_AVAILABLE DATA_:
* * *
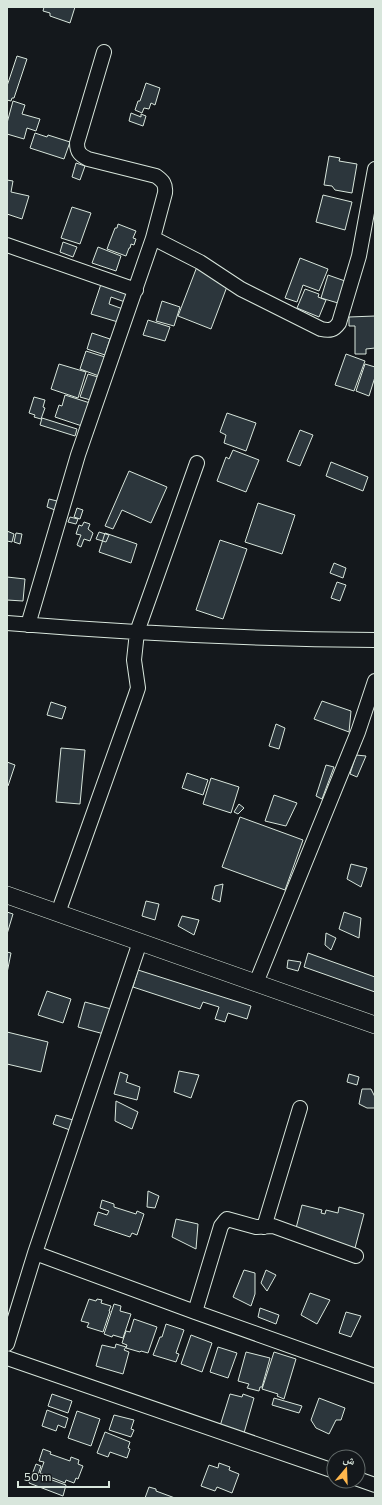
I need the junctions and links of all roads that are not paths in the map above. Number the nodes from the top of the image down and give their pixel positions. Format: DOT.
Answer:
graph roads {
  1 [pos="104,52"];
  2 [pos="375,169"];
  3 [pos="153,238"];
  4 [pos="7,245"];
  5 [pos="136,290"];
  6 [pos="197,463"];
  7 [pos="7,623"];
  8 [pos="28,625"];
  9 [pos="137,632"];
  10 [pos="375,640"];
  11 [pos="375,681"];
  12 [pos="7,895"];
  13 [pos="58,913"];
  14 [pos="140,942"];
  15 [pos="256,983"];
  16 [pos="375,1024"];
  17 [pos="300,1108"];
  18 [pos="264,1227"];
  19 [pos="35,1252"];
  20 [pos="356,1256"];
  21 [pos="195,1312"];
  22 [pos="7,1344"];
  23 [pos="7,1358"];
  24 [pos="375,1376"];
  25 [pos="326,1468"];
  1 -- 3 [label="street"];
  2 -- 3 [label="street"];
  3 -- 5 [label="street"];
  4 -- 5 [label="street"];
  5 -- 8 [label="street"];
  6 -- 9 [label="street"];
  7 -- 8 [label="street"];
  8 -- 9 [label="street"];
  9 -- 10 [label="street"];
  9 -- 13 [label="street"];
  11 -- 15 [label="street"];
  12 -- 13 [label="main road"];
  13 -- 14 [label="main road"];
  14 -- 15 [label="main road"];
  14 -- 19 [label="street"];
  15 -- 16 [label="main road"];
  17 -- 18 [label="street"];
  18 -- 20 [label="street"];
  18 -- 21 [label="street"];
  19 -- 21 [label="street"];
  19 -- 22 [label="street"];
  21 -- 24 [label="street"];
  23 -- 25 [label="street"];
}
* * *
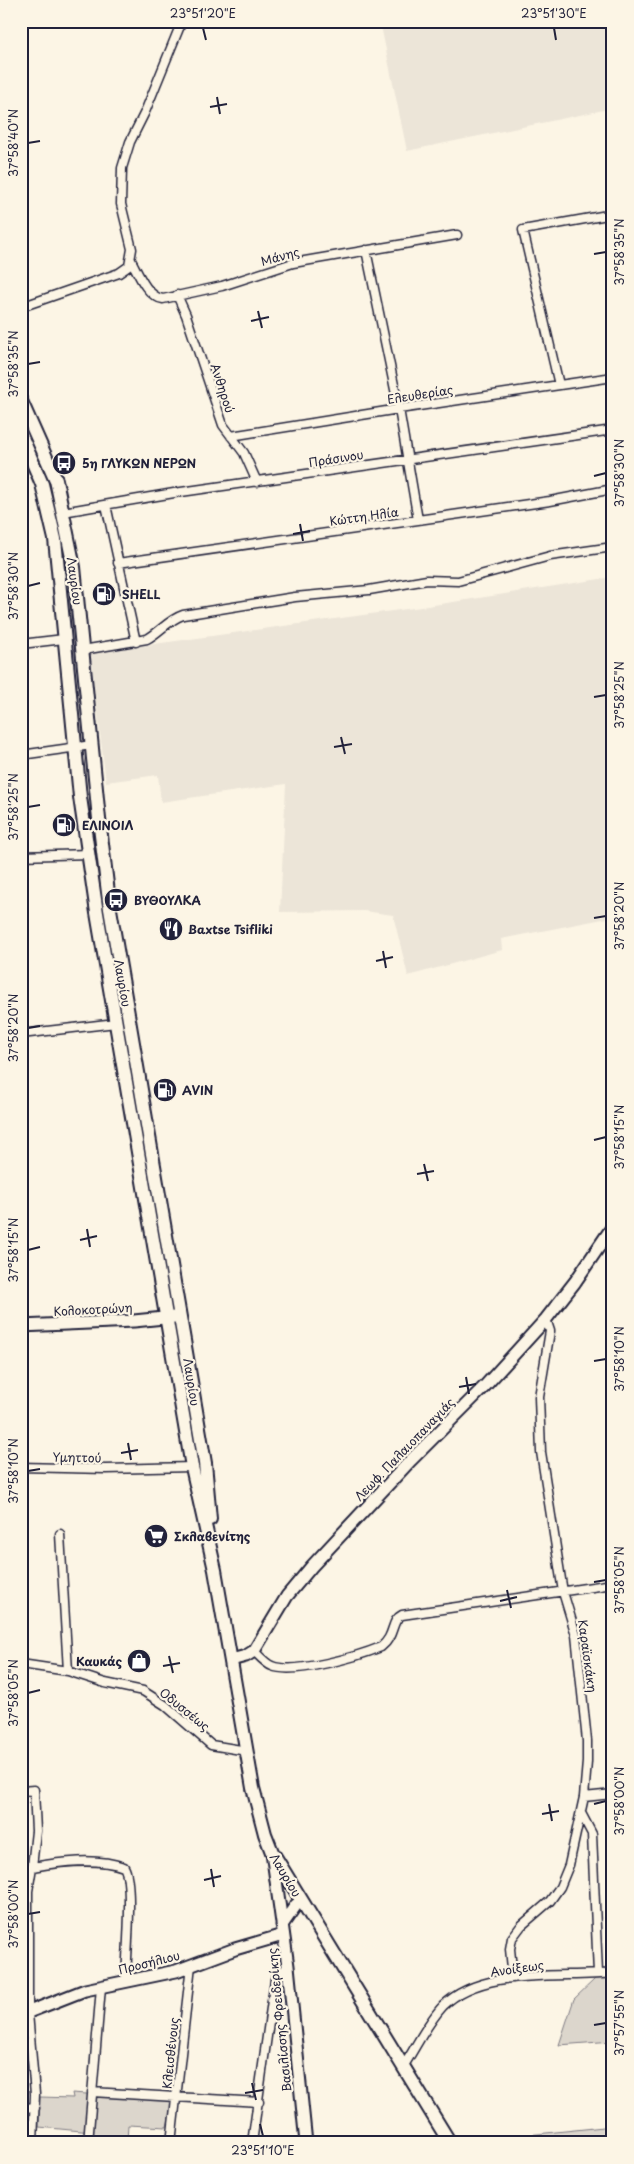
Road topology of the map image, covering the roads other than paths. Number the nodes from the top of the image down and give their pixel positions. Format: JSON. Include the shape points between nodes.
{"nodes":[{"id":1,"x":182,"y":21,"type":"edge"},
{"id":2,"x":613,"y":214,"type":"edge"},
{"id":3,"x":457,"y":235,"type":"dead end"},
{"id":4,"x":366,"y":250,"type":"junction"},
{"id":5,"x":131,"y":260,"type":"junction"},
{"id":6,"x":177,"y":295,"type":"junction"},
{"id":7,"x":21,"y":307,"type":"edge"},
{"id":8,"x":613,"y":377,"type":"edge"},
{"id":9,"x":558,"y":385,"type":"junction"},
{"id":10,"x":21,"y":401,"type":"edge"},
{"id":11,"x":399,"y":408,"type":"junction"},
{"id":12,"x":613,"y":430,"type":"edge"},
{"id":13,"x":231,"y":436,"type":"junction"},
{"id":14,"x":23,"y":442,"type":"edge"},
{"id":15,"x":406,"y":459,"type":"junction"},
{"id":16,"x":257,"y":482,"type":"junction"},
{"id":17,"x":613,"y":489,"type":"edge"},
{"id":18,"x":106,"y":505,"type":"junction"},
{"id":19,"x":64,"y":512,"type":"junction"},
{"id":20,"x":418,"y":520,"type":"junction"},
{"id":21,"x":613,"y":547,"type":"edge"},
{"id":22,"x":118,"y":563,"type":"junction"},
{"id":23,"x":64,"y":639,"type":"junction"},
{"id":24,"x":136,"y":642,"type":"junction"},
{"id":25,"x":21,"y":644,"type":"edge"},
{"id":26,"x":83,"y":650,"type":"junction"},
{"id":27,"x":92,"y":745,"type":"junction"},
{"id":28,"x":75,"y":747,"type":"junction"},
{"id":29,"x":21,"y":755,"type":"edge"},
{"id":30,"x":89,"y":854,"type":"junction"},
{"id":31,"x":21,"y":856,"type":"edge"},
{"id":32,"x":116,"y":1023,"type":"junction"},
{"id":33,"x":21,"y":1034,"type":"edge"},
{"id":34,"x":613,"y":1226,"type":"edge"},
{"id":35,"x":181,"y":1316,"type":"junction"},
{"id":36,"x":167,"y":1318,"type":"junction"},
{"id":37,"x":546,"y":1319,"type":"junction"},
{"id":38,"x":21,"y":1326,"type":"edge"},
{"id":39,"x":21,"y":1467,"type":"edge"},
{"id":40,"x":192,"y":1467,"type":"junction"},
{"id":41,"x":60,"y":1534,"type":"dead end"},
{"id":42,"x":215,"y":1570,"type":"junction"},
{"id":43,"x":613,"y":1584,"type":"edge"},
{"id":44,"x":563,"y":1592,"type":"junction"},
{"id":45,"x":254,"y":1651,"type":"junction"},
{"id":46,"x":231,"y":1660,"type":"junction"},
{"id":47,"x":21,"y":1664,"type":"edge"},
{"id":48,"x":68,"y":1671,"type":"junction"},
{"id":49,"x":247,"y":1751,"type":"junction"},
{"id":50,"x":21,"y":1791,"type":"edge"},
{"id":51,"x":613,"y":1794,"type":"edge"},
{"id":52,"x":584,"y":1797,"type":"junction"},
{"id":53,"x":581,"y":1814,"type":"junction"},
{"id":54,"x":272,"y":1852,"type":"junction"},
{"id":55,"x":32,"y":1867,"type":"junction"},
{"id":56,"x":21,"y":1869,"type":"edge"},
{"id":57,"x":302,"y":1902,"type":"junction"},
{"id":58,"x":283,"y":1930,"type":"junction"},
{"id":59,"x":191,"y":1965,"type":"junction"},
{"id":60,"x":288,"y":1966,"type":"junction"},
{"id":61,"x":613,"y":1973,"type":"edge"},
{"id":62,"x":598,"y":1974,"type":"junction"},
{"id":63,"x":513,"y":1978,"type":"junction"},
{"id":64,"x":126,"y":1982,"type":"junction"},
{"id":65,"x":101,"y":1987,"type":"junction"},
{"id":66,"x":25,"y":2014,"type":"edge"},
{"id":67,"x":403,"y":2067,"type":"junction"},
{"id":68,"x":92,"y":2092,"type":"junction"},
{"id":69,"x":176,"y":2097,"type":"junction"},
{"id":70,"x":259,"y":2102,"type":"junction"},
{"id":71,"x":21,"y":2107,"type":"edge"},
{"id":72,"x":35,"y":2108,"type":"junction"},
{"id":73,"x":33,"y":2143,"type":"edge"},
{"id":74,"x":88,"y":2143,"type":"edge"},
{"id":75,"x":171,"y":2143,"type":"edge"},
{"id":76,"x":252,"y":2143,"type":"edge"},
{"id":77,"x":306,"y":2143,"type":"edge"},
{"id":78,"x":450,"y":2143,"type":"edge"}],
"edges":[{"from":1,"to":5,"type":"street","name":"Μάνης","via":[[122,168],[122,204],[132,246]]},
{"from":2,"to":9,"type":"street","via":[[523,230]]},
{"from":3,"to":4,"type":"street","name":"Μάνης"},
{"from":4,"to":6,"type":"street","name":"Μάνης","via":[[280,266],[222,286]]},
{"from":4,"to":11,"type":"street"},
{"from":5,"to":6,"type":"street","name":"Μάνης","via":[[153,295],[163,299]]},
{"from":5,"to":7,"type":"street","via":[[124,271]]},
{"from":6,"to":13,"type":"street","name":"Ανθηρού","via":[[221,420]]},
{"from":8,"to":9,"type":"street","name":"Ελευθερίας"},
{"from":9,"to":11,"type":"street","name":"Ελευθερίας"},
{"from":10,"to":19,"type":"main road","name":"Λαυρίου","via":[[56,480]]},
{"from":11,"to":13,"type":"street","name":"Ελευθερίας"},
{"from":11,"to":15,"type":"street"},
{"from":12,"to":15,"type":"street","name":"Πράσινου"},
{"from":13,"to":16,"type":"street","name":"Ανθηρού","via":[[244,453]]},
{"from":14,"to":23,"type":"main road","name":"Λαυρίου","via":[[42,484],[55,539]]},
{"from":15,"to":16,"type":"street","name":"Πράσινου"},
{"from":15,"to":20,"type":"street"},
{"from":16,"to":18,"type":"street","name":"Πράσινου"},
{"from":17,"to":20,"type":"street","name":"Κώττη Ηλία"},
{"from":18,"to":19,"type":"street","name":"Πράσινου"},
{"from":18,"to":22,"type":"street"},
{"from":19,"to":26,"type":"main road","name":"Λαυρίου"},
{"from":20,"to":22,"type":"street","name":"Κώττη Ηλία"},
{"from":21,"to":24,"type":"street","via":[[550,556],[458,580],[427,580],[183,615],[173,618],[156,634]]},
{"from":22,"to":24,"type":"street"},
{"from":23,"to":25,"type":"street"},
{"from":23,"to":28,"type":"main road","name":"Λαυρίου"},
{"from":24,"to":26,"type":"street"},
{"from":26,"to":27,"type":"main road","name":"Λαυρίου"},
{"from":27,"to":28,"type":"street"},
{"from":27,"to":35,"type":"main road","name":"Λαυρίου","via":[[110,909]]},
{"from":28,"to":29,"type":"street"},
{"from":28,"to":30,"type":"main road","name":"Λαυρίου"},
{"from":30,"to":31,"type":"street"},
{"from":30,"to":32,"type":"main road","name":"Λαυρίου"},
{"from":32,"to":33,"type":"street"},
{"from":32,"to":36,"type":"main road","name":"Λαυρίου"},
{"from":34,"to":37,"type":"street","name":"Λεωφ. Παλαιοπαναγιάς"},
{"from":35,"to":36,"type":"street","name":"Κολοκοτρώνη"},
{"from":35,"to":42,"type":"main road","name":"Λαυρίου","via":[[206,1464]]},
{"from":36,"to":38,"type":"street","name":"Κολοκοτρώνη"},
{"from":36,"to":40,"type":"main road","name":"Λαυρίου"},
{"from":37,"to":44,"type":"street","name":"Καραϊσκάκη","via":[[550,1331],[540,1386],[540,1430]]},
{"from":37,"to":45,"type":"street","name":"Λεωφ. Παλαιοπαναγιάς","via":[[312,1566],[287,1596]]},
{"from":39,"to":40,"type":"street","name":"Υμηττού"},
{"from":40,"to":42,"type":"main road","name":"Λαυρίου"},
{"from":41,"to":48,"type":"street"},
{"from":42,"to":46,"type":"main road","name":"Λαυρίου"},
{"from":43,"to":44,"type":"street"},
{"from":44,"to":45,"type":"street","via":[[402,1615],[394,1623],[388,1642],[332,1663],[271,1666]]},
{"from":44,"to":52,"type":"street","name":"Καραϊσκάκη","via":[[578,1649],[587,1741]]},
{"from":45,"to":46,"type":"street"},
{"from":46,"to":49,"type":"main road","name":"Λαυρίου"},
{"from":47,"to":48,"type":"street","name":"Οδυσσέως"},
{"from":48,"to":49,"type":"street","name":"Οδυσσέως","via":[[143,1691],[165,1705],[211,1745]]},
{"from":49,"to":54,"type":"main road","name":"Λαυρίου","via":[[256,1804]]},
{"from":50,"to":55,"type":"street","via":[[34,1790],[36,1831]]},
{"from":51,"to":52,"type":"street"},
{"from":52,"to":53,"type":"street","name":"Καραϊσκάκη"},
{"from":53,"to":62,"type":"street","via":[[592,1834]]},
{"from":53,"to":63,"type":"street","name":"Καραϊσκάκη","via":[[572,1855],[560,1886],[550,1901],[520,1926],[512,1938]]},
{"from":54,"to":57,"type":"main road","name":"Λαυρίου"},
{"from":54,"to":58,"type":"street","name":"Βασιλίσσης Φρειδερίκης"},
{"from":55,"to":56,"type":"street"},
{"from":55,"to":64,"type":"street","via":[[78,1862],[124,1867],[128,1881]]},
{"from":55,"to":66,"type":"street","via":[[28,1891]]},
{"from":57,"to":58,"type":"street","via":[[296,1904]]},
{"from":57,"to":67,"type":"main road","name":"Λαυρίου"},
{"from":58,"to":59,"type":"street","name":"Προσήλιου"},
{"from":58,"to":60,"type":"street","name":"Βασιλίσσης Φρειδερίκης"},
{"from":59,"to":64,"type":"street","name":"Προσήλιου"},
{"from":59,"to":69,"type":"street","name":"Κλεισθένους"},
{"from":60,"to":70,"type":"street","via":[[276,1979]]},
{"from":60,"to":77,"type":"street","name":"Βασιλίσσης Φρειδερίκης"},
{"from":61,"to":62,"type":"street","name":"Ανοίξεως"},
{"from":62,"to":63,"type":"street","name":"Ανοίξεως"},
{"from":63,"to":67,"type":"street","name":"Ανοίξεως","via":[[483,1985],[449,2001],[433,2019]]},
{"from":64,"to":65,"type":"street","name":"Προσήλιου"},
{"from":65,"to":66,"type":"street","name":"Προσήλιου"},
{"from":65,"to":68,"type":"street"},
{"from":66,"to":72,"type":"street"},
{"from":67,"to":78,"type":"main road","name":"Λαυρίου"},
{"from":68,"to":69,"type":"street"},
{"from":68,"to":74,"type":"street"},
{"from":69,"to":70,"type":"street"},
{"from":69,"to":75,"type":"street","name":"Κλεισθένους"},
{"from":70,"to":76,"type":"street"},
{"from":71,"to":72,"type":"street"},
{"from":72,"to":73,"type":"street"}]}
* * *
_PROMPT_: From the entries above, show each line that includes the string "give".

_TASK SOLUTION_:
I need the junctions and links of all roads that are not paths in the map above. Number the nodes from the top of the image down and give their pixel positions. Format: DOT.
Road topology of the map image, covering the roads other than paths. Number the nodes from the top of the image down and give their pixel positions. Format: JSON. Include the shape points between nodes.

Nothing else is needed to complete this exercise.